You can now drag any document tab (Content, People, Comments) and drop it into either the main view or the side panel. This gives you a fast, visual way to arrange your workspace — similar to how you split editors in VS Code.

How It Works

  1. Grab a tab — click and hold any of the document tool tabs (Content, People, or Comments)

  2. Drag it — two drop zones appear after a moment:

    • Left zone — opens the tab as the main view (same as clicking)
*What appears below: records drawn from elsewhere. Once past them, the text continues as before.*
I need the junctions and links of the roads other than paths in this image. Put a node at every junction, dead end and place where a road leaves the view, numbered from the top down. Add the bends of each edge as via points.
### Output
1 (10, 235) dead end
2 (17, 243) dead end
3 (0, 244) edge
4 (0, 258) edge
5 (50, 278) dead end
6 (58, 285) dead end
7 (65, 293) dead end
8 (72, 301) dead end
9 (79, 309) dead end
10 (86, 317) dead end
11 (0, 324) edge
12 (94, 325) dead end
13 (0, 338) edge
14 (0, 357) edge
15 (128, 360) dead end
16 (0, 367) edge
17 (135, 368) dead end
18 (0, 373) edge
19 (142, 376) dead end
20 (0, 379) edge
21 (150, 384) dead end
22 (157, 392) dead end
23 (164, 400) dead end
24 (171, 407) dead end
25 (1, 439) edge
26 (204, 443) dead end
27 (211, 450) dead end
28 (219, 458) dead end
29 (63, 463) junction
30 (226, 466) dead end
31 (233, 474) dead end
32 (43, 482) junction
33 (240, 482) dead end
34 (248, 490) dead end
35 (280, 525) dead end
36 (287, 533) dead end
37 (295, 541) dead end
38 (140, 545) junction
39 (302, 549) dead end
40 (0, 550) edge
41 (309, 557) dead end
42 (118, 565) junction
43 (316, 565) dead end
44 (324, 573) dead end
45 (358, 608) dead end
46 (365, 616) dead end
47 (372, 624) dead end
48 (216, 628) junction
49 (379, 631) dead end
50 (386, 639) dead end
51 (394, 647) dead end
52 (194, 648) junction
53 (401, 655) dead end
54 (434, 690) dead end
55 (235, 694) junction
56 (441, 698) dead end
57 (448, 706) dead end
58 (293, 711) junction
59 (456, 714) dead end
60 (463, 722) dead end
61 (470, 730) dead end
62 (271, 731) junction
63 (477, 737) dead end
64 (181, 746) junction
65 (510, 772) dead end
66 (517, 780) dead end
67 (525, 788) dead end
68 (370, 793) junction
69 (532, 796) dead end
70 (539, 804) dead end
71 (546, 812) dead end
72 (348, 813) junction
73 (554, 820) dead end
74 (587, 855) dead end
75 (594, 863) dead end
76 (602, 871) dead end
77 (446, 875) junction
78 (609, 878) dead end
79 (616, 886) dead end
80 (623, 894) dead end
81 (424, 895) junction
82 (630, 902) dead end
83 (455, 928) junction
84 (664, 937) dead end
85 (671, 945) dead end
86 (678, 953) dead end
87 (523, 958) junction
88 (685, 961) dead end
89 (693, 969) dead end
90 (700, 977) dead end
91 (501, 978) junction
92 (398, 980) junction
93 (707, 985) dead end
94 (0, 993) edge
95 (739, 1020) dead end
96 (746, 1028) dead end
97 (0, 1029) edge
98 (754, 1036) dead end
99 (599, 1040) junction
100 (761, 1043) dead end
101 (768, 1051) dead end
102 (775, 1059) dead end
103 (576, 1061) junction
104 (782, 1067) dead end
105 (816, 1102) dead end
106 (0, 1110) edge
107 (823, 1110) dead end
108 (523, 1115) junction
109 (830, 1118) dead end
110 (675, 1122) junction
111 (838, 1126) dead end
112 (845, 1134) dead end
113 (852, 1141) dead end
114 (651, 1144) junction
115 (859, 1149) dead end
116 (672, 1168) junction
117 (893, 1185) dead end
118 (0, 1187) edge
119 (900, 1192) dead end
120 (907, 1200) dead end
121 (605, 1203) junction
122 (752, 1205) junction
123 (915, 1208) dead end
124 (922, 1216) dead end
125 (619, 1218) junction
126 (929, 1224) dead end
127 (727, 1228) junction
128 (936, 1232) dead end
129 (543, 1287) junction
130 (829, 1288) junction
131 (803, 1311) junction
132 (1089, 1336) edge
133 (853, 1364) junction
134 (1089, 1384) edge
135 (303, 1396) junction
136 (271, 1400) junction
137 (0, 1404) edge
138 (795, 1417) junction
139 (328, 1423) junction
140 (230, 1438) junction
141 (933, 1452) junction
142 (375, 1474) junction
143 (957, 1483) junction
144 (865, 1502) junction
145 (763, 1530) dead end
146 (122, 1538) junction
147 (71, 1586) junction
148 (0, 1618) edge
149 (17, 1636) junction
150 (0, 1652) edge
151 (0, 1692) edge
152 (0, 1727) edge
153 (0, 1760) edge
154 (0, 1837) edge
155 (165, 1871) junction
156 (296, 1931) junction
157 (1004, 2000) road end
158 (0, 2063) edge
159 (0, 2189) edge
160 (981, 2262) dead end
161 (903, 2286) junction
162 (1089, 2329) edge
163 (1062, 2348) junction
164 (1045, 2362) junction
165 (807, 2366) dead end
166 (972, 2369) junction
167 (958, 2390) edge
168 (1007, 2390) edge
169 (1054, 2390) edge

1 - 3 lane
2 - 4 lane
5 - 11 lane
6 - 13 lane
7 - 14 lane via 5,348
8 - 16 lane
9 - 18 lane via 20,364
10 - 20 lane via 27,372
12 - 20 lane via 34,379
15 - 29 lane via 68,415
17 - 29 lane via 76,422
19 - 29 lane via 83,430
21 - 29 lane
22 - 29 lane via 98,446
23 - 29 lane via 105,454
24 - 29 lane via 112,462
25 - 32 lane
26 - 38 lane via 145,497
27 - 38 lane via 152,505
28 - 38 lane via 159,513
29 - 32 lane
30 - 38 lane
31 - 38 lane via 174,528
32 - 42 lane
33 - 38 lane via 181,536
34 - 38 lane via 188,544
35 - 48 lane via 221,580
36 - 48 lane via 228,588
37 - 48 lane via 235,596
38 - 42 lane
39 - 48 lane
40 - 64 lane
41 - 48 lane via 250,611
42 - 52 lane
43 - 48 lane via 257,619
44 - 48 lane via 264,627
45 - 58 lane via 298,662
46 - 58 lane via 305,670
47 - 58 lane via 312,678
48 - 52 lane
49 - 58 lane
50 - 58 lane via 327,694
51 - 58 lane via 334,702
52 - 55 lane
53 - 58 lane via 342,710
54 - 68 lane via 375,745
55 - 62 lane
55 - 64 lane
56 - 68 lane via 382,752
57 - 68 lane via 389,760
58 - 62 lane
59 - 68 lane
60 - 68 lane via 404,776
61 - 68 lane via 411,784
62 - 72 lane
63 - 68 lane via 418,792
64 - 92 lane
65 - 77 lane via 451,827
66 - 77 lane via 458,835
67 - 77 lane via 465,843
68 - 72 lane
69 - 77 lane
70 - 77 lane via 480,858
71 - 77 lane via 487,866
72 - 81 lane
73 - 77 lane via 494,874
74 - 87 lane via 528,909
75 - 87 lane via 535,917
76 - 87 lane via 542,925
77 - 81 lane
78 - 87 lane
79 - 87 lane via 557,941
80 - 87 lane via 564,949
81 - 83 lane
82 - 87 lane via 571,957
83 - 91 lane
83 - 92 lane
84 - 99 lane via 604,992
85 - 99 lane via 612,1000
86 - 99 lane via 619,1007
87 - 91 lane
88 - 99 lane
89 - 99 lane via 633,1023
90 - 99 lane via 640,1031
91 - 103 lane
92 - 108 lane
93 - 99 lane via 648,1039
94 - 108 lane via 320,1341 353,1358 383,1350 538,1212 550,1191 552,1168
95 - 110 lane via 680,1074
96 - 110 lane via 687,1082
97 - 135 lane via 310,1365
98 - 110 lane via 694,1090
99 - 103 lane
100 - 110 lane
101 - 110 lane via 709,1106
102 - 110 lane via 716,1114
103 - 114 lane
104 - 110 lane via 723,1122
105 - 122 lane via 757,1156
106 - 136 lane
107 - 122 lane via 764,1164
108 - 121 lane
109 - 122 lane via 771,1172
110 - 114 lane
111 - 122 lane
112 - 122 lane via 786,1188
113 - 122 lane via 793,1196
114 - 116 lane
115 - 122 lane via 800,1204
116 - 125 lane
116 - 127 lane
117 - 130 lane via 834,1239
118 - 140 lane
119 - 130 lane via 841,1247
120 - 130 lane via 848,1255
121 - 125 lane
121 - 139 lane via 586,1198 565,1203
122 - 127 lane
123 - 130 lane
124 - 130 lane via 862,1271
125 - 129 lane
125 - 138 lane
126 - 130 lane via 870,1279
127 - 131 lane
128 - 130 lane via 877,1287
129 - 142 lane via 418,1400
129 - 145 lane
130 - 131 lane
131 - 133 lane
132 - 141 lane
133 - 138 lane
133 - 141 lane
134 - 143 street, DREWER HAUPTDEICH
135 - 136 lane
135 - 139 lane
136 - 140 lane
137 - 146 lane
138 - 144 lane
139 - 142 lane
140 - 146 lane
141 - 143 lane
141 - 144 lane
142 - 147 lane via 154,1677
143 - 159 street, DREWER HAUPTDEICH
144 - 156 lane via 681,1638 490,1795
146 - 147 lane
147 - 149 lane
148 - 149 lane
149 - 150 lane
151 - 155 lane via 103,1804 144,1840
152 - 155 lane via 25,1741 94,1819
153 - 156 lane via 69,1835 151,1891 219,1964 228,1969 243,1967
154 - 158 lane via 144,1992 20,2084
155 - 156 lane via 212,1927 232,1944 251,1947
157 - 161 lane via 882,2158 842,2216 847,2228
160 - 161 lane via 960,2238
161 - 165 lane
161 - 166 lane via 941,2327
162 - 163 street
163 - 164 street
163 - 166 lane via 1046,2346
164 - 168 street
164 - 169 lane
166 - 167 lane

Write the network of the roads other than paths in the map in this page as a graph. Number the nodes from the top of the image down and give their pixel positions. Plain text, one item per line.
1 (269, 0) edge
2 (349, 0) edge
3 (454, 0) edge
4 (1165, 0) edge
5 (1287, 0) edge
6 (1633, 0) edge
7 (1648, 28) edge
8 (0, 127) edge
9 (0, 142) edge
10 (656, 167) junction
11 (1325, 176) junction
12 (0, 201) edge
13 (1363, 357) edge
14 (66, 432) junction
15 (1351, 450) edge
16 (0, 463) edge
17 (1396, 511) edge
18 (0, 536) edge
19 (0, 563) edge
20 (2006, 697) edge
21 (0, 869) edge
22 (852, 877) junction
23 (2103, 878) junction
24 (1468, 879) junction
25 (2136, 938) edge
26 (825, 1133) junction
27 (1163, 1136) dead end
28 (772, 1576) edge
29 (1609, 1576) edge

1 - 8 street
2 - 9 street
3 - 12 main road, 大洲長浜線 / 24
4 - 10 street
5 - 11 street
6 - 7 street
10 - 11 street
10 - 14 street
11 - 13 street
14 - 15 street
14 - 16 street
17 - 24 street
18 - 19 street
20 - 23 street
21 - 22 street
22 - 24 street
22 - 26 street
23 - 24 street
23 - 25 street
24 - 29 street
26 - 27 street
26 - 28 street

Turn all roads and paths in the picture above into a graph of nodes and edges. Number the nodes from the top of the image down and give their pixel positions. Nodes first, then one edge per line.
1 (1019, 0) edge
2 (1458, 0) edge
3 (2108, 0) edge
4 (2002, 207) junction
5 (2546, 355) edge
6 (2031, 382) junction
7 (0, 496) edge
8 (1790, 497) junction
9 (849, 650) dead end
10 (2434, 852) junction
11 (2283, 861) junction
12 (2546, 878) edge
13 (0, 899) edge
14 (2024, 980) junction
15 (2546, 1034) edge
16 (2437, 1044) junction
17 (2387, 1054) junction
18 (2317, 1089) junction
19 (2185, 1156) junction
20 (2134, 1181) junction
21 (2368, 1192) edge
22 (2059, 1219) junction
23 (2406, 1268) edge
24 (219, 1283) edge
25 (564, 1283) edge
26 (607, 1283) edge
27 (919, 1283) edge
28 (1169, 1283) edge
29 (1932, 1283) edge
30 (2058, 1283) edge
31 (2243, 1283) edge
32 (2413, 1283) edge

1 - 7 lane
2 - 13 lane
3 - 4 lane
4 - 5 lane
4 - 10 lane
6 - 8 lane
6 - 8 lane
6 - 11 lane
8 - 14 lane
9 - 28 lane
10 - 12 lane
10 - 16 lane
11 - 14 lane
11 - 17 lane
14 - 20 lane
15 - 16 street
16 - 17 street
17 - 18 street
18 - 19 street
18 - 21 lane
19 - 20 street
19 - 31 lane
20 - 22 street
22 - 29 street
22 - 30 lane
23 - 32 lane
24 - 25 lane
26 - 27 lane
    • Right zone — opens the tab content in the side panel

  3. Drop it — release over the zone you want

That's it. The tab opens exactly where you dropped it.

Why This Matters

Side-by-side workflows

Reading a document while reviewing comments? Drag "Comments" to the right panel and keep the content on the left. Need to check collaborators while editing? Drag "People" to the panel without leaving your draft.

Less context switching

Before, opening something in the panel required navigating away from your current view and clicking "Open in Panel." Now it's a single drag gesture — your eyes stay on the content, and your workspace rearranges around you.

Content preview in the panel

This update also introduces the ability to view document content in the side panel. When editing a draft, drag the "Content" tab to the right panel to see the published version side-by-side with your edits.

Works everywhere

The drag interaction works on both the desktop app and the web app, and on both published documents and drafts.

Under the Hood

The feature uses the browser's native HTML5 drag-and-drop API — no extra libraries needed. A lightweight React context connects the tabs (drag sources) to the drop zones (targets), and a short delay before showing the overlay prevents the browser from cancelling the drag mid-flight.

We also added a new "content" panel type to the routing system, which enables showing read-only document content in the side panel for the first time. The panel URL state (?panel=content) round-trips correctly, so bookmarking or sharing a URL preserves your layout.